> [Work to be completed]
Return the lines below exactly as they appear, please, starting with the first and ending with the one that contains "pinky tip: (583, 405)".

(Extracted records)
+--

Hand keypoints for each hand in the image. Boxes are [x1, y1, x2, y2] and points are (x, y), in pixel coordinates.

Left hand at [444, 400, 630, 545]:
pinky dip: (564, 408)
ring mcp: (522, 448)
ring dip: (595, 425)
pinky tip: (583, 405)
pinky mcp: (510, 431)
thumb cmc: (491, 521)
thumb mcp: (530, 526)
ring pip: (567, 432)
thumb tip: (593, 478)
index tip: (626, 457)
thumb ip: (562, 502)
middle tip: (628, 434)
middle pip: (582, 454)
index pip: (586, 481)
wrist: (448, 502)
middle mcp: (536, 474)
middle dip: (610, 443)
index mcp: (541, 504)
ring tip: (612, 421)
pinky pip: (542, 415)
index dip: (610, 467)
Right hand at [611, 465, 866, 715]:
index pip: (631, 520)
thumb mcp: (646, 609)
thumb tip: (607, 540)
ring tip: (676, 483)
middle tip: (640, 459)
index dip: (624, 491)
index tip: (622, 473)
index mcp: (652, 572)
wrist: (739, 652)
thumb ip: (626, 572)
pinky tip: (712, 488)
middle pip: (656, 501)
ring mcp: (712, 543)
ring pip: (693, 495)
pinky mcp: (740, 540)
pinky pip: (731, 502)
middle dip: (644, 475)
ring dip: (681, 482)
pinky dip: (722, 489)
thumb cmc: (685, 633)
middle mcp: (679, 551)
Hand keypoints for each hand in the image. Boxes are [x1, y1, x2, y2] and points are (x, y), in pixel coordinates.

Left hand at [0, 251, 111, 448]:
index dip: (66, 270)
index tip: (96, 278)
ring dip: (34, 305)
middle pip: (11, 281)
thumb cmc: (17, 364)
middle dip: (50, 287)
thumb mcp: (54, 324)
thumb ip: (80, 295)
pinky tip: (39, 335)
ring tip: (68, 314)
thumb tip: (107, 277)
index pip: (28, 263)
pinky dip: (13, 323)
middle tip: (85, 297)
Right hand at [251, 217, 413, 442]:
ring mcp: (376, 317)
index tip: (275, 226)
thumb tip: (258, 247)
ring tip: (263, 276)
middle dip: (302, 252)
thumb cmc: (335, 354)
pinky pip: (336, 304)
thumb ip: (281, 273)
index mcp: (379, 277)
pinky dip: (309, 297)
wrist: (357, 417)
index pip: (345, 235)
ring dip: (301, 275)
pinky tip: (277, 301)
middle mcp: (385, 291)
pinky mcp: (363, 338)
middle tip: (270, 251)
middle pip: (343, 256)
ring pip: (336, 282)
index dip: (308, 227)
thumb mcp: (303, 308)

+--

> [Task response]
Hand keypoints for each hand in the image. Boxes are [x1, y1, x2, y2] and points are (x, y), in pixel coordinates.

Left hand at [444, 400, 630, 545]:
pinky dip: (564, 408)
ring mcp: (522, 448)
ring dip: (595, 425)
pinky tip: (583, 405)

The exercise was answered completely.